Data to use
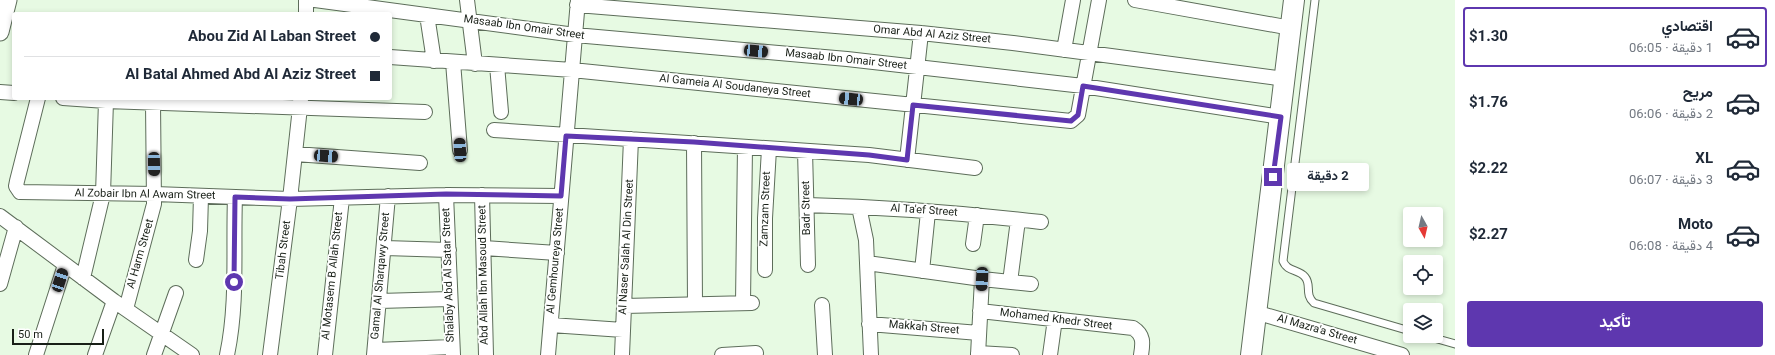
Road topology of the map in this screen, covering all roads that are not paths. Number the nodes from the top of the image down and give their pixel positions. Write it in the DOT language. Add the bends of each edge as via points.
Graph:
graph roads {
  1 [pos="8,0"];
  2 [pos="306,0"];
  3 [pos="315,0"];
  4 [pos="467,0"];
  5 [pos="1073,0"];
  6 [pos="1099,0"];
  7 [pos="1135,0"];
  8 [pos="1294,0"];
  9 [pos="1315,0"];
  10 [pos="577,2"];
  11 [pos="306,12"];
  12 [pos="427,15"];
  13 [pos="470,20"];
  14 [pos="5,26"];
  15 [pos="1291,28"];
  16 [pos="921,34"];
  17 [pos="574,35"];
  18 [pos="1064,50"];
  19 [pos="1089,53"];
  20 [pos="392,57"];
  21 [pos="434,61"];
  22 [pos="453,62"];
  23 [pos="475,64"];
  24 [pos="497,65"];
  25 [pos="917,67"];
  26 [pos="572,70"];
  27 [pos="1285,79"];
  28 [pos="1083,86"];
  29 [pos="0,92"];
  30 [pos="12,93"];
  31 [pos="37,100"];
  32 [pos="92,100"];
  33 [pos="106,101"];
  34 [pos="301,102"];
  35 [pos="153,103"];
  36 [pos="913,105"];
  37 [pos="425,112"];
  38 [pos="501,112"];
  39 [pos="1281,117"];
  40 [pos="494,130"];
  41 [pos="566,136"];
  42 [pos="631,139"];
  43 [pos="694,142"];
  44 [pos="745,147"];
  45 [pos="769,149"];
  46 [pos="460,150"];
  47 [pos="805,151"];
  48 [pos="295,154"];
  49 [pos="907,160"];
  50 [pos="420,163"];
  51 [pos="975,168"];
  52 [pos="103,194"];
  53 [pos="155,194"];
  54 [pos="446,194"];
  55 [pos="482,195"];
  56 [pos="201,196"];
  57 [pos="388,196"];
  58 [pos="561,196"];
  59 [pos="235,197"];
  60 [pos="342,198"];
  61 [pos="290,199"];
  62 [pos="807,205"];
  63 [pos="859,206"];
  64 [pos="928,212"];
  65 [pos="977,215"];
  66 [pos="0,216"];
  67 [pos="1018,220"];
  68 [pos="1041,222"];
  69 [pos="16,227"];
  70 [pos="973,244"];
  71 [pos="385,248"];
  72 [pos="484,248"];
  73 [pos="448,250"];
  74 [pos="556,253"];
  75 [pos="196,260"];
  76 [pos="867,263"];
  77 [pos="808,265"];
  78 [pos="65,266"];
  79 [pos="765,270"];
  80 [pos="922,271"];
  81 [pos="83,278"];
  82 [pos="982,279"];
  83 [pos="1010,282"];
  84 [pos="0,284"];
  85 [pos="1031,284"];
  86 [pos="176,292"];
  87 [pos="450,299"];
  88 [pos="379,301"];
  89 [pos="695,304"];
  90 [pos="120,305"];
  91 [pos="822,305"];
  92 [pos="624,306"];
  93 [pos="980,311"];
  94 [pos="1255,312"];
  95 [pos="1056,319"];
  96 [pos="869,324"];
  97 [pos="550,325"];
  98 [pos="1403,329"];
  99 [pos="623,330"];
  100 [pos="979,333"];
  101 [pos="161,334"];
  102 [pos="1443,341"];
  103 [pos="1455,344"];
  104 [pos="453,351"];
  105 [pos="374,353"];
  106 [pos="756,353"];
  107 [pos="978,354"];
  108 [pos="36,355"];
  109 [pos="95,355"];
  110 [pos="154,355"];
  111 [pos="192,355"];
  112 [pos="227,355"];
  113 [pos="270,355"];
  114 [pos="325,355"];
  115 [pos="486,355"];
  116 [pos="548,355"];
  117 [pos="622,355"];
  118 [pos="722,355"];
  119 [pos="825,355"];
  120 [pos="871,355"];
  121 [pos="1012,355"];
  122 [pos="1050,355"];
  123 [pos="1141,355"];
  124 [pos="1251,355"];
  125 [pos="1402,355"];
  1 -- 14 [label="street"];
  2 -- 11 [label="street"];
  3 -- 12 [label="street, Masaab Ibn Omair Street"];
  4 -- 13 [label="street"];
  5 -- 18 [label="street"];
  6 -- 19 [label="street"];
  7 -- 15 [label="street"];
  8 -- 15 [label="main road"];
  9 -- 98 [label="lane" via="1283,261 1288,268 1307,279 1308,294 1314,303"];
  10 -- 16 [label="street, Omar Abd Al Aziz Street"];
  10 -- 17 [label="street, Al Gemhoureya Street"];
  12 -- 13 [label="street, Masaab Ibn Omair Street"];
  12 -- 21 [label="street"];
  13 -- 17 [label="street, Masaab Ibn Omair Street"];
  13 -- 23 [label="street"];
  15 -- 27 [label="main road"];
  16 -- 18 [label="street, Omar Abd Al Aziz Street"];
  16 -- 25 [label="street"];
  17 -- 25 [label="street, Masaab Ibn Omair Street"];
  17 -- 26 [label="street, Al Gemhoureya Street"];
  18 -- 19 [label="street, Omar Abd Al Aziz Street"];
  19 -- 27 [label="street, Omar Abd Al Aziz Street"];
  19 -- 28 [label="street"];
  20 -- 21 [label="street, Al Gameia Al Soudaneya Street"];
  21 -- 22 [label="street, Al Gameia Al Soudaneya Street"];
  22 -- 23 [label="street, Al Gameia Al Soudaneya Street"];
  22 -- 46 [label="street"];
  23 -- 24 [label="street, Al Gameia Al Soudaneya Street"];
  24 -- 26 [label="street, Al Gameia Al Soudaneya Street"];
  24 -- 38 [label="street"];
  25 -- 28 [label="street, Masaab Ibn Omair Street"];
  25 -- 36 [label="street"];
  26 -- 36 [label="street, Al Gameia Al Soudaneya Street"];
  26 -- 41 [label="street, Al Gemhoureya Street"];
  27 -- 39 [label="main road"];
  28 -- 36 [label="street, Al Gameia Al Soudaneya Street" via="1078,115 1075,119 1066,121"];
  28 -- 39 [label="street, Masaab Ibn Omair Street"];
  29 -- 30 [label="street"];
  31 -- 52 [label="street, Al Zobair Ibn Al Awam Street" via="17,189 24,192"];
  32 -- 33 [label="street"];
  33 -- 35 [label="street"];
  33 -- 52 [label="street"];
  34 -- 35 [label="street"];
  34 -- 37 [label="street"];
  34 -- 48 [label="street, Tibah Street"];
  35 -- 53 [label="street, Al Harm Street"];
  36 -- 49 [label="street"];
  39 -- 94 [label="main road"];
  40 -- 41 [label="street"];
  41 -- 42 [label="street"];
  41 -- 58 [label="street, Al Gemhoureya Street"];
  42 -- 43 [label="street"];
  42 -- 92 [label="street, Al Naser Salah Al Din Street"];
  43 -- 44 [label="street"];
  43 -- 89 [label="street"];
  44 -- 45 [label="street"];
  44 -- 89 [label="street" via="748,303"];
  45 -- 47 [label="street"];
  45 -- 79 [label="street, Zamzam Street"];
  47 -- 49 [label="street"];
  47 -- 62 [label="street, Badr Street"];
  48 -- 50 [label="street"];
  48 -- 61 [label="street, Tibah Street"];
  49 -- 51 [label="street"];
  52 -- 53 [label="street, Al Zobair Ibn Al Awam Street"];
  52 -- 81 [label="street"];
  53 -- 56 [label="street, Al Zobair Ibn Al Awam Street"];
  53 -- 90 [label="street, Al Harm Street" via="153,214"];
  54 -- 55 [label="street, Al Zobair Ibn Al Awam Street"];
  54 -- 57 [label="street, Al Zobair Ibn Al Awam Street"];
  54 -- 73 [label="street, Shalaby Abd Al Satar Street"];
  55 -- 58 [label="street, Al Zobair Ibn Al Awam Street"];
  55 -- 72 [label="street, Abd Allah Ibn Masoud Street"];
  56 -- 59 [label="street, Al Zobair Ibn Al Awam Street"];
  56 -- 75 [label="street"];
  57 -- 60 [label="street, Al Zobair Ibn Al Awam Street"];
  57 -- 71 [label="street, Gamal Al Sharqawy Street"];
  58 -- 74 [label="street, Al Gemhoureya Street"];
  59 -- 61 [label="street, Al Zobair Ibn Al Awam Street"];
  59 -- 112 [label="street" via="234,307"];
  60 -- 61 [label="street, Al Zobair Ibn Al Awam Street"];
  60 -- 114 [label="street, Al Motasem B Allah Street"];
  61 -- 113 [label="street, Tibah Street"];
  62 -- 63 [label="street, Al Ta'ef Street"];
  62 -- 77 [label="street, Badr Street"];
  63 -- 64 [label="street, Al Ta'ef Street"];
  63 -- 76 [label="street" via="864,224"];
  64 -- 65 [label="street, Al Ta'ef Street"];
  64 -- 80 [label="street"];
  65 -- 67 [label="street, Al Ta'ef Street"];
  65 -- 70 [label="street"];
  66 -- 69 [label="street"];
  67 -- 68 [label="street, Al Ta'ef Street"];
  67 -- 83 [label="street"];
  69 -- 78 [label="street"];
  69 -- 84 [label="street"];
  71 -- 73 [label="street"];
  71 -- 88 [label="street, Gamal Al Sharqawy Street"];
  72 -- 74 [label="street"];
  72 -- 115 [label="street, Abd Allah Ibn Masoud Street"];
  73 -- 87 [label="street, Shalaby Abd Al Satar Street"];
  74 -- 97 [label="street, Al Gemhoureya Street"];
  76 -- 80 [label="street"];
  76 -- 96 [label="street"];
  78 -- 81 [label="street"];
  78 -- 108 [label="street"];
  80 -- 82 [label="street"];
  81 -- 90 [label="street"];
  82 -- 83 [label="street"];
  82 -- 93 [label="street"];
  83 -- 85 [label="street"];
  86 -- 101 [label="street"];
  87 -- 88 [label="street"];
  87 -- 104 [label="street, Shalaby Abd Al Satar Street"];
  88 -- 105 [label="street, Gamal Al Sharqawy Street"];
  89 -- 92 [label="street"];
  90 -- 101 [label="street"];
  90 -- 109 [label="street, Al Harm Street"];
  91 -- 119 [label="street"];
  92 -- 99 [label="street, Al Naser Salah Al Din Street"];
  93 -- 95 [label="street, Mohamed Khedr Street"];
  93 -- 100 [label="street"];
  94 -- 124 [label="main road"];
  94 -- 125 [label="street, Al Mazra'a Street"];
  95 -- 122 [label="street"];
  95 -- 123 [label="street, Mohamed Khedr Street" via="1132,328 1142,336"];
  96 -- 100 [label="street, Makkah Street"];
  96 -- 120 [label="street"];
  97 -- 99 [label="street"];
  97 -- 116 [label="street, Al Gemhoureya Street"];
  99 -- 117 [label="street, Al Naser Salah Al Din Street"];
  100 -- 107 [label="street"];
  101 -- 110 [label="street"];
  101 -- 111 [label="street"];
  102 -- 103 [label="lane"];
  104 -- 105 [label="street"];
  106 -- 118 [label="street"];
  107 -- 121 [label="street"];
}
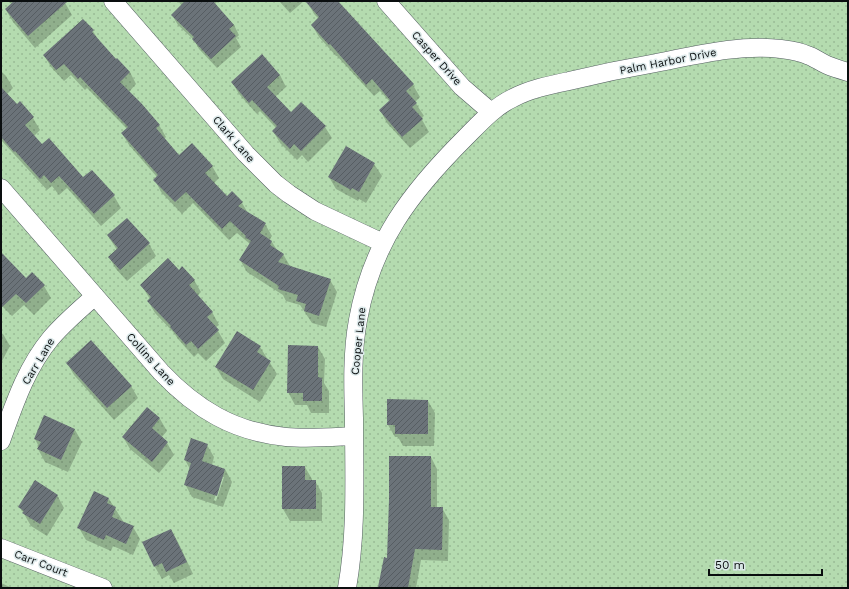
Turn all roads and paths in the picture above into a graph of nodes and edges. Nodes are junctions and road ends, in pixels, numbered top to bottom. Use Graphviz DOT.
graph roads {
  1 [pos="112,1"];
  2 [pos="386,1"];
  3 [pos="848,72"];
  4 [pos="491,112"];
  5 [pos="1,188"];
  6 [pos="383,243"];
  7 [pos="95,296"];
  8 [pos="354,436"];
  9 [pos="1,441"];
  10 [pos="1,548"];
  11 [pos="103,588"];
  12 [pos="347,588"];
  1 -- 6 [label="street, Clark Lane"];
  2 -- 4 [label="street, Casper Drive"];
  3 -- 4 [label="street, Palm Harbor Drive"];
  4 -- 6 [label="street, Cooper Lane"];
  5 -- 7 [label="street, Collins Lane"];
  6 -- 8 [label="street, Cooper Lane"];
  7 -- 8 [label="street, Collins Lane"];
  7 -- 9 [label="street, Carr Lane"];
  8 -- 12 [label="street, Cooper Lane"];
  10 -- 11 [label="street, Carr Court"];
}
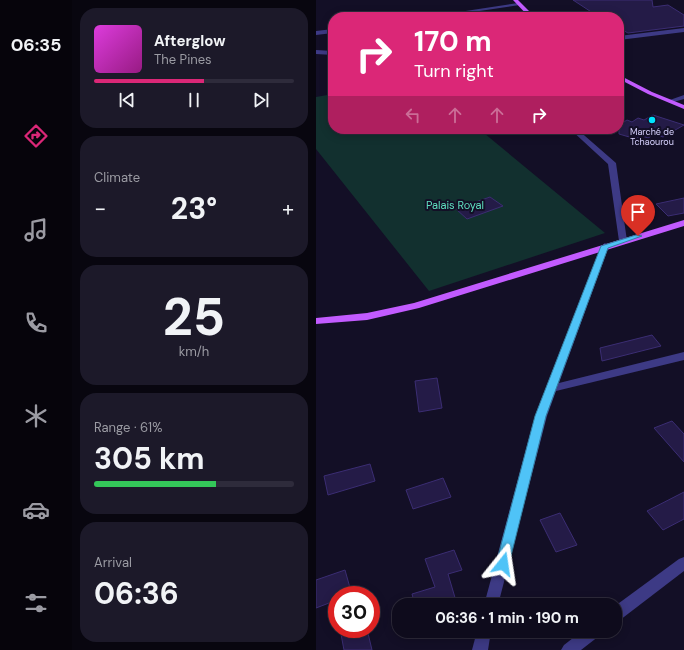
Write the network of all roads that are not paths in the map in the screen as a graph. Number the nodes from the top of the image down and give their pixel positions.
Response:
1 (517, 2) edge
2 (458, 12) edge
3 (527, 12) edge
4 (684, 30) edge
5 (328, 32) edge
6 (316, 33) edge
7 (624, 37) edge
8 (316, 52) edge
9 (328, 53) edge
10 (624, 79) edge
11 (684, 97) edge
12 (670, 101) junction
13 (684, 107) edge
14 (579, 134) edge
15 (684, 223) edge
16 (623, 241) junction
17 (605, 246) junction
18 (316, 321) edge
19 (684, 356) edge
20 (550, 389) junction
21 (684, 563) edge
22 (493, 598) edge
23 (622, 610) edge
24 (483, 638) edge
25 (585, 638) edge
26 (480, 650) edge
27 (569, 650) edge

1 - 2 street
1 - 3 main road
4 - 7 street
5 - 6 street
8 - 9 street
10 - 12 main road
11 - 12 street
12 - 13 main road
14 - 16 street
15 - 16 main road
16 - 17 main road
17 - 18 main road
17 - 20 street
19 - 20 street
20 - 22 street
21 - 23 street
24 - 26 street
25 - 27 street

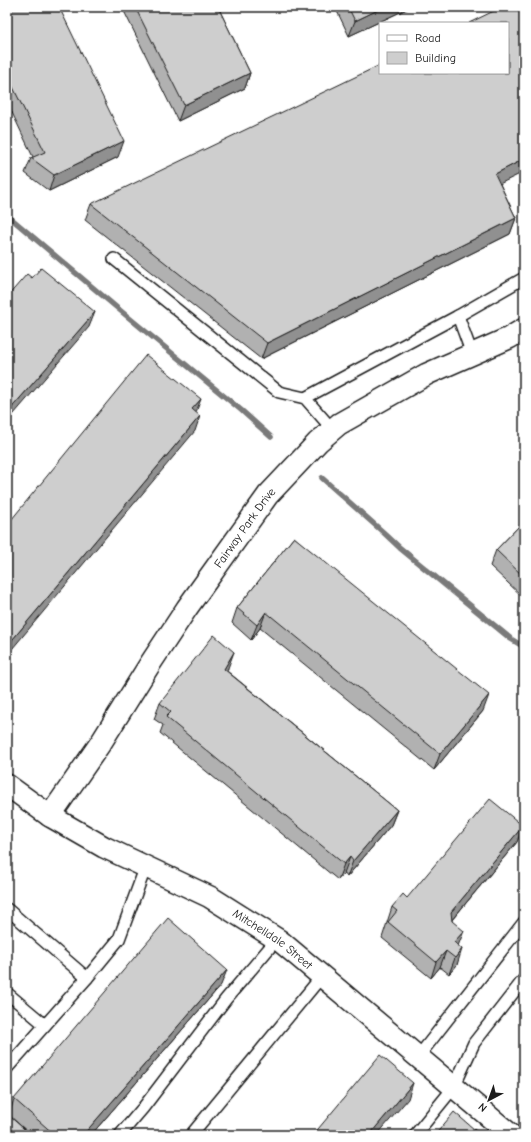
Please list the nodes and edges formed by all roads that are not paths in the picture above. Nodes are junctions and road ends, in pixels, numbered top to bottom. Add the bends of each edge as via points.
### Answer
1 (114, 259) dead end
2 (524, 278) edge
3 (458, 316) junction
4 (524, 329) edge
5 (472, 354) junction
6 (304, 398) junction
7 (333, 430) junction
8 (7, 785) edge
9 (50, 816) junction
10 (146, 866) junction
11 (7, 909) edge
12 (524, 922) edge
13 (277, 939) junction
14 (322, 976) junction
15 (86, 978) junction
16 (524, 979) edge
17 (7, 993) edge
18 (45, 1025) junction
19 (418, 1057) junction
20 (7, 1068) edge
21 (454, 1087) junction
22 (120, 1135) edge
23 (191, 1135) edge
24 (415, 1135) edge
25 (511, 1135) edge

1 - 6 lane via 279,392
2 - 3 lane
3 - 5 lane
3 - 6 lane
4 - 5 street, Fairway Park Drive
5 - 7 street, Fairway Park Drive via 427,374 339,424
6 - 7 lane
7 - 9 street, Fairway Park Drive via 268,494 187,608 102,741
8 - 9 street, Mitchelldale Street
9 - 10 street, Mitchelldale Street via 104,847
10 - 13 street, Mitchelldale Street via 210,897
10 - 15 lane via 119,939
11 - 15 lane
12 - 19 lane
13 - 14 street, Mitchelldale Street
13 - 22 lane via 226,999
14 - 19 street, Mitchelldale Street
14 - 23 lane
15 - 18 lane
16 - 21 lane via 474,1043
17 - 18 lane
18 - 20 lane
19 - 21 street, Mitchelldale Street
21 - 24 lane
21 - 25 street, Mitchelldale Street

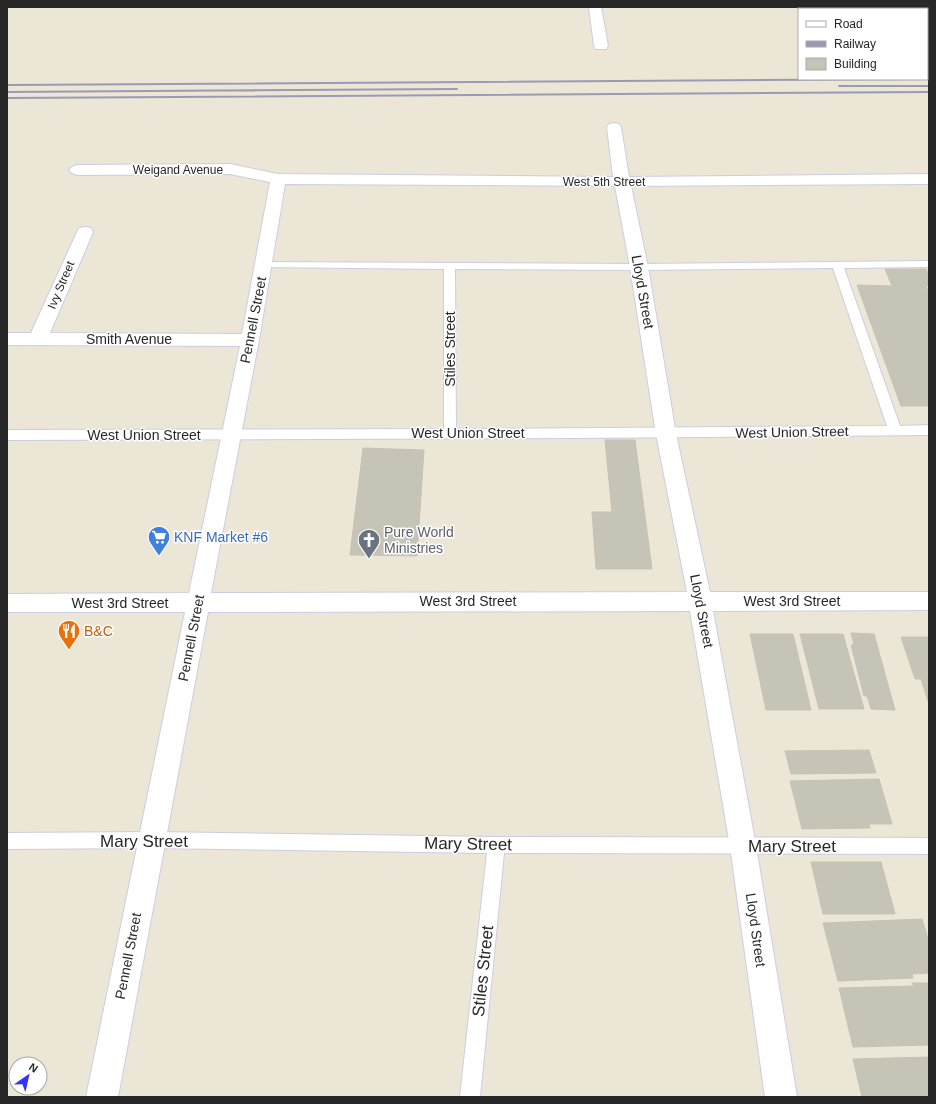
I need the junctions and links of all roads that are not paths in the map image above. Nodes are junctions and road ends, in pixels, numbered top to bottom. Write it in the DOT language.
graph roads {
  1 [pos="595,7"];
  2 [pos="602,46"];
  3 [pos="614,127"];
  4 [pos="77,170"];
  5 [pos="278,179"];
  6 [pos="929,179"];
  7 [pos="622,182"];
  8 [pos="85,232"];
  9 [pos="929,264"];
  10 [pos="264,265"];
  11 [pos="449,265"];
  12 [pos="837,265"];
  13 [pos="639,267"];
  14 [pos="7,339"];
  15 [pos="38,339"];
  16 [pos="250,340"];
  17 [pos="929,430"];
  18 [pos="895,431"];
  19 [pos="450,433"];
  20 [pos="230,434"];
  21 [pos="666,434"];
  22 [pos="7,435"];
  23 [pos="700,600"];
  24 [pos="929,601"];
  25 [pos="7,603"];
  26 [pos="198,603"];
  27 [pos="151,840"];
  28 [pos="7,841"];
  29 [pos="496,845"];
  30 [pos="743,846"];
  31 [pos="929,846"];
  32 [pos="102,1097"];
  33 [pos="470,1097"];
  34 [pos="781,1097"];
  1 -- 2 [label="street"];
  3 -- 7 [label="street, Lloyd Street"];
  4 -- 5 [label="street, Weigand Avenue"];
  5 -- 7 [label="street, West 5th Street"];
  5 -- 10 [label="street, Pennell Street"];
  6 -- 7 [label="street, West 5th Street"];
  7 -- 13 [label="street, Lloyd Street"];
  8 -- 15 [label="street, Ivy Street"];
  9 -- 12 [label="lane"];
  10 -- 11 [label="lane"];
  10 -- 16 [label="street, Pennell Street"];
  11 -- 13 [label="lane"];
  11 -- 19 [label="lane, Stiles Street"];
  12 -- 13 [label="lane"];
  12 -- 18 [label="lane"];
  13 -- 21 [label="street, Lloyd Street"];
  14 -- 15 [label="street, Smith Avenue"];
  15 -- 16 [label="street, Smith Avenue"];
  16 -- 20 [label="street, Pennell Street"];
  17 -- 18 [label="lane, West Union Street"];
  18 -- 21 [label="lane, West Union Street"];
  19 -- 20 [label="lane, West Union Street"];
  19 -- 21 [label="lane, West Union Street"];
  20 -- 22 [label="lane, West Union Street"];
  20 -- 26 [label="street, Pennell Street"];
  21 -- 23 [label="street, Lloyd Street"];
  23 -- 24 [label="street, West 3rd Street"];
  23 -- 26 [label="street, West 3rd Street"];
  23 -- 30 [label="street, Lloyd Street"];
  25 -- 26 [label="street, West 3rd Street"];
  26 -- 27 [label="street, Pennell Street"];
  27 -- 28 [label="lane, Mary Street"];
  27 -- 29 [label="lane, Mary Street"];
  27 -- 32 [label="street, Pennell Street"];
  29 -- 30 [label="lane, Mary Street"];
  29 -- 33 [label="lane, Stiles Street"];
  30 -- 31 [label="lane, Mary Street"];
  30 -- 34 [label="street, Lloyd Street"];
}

Work request
Using the records above, print exactly the lines between the ones containing "Write the network" and "Please list the", inclusive, and nothing else; no pictures.

Response area
Write the network of all roads that are not paths in the map in the screen as a graph. Number the nodes from the top of the image down and give their pixel positions.
Response:
1 (517, 2) edge
2 (458, 12) edge
3 (527, 12) edge
4 (684, 30) edge
5 (328, 32) edge
6 (316, 33) edge
7 (624, 37) edge
8 (316, 52) edge
9 (328, 53) edge
10 (624, 79) edge
11 (684, 97) edge
12 (670, 101) junction
13 (684, 107) edge
14 (579, 134) edge
15 (684, 223) edge
16 (623, 241) junction
17 (605, 246) junction
18 (316, 321) edge
19 (684, 356) edge
20 (550, 389) junction
21 (684, 563) edge
22 (493, 598) edge
23 (622, 610) edge
24 (483, 638) edge
25 (585, 638) edge
26 (480, 650) edge
27 (569, 650) edge

1 - 2 street
1 - 3 main road
4 - 7 street
5 - 6 street
8 - 9 street
10 - 12 main road
11 - 12 street
12 - 13 main road
14 - 16 street
15 - 16 main road
16 - 17 main road
17 - 18 main road
17 - 20 street
19 - 20 street
20 - 22 street
21 - 23 street
24 - 26 street
25 - 27 street

Please list the nodes and edges formed by all roads that are not paths in the picture above. Nodes are junctions and road ends, in pixels, numbered top to bottom. Add the bends of each edge as via points.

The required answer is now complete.